ACTIVITY: Reproduce the records that follow in full, excluding any picture they contain.

(Saved data entries)
——————————
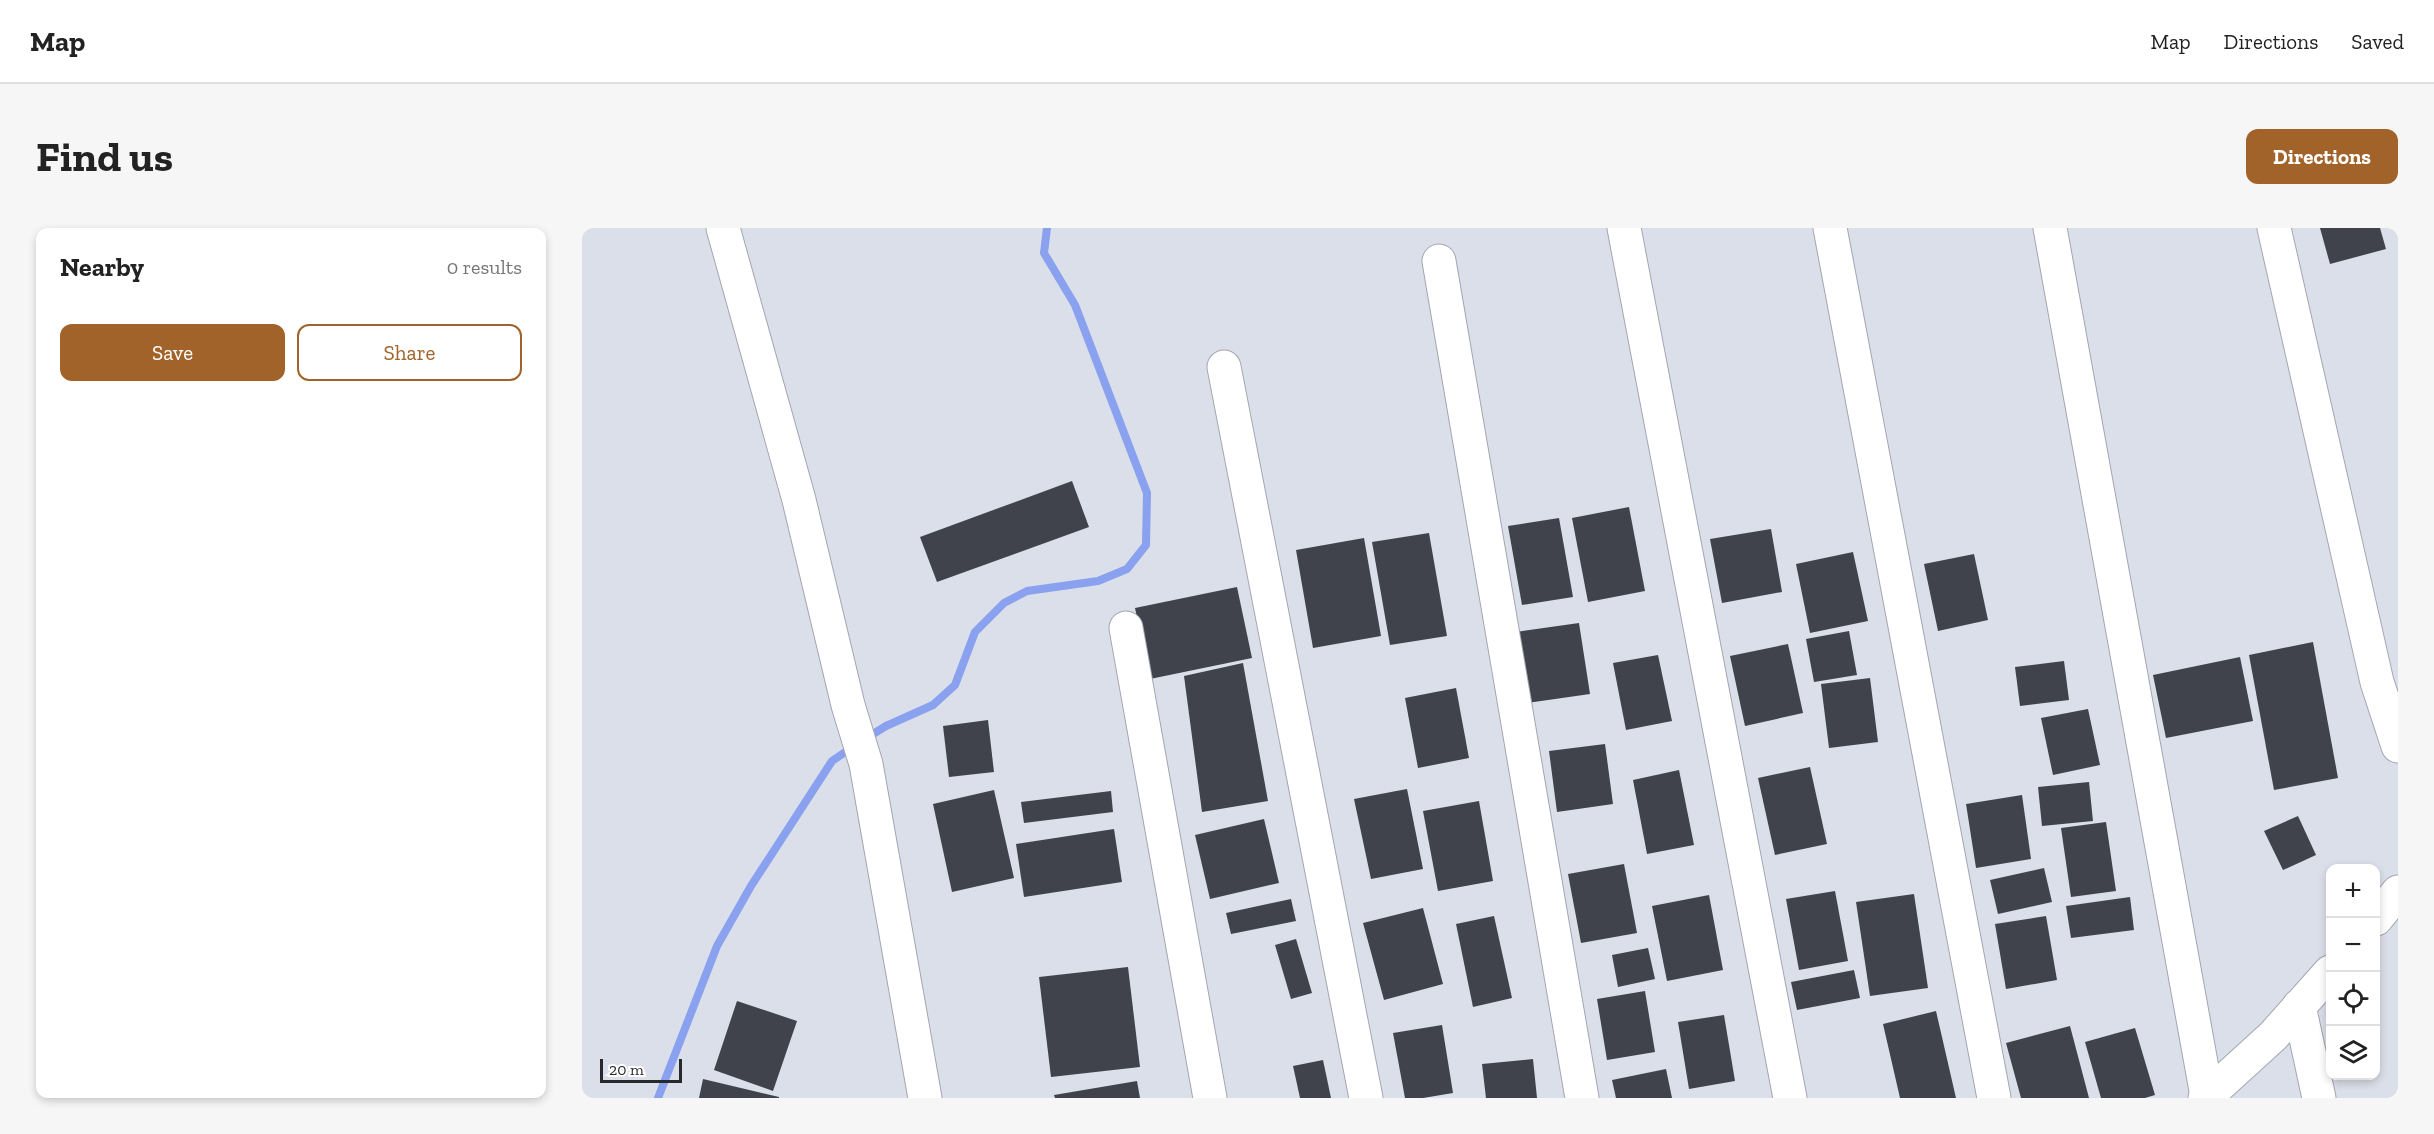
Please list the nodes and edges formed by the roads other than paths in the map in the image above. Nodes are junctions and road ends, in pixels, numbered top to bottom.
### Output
1 (723, 228) edge
2 (1624, 228) edge
3 (1830, 228) edge
4 (2049, 228) edge
5 (2274, 228) edge
6 (1439, 261) dead end
7 (1224, 367) dead end
8 (1126, 628) dead end
9 (2398, 746) edge
10 (2398, 892) edge
11 (2377, 918) edge
12 (2326, 977) edge
13 (2299, 1006) junction
14 (2206, 1097) edge
15 (925, 1098) edge
16 (1210, 1098) edge
17 (1366, 1098) edge
18 (1582, 1098) edge
19 (1790, 1098) edge
20 (1994, 1098) edge
21 (2319, 1098) edge

1 - 15 street
2 - 19 street
3 - 20 street
4 - 14 street
5 - 9 street
6 - 18 street
7 - 17 street
8 - 16 street
10 - 11 street
12 - 13 street
13 - 14 street
13 - 21 street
——————————
ANSWER TO THE PROBLEM:
Please list the nodes and edges formed by the roads other than paths in the map in the image above. Nodes are junctions and road ends, in pixels, numbered top to bottom.
### Output
1 (723, 228) edge
2 (1624, 228) edge
3 (1830, 228) edge
4 (2049, 228) edge
5 (2274, 228) edge
6 (1439, 261) dead end
7 (1224, 367) dead end
8 (1126, 628) dead end
9 (2398, 746) edge
10 (2398, 892) edge
11 (2377, 918) edge
12 (2326, 977) edge
13 (2299, 1006) junction
14 (2206, 1097) edge
15 (925, 1098) edge
16 (1210, 1098) edge
17 (1366, 1098) edge
18 (1582, 1098) edge
19 (1790, 1098) edge
20 (1994, 1098) edge
21 (2319, 1098) edge

1 - 15 street
2 - 19 street
3 - 20 street
4 - 14 street
5 - 9 street
6 - 18 street
7 - 17 street
8 - 16 street
10 - 11 street
12 - 13 street
13 - 14 street
13 - 21 street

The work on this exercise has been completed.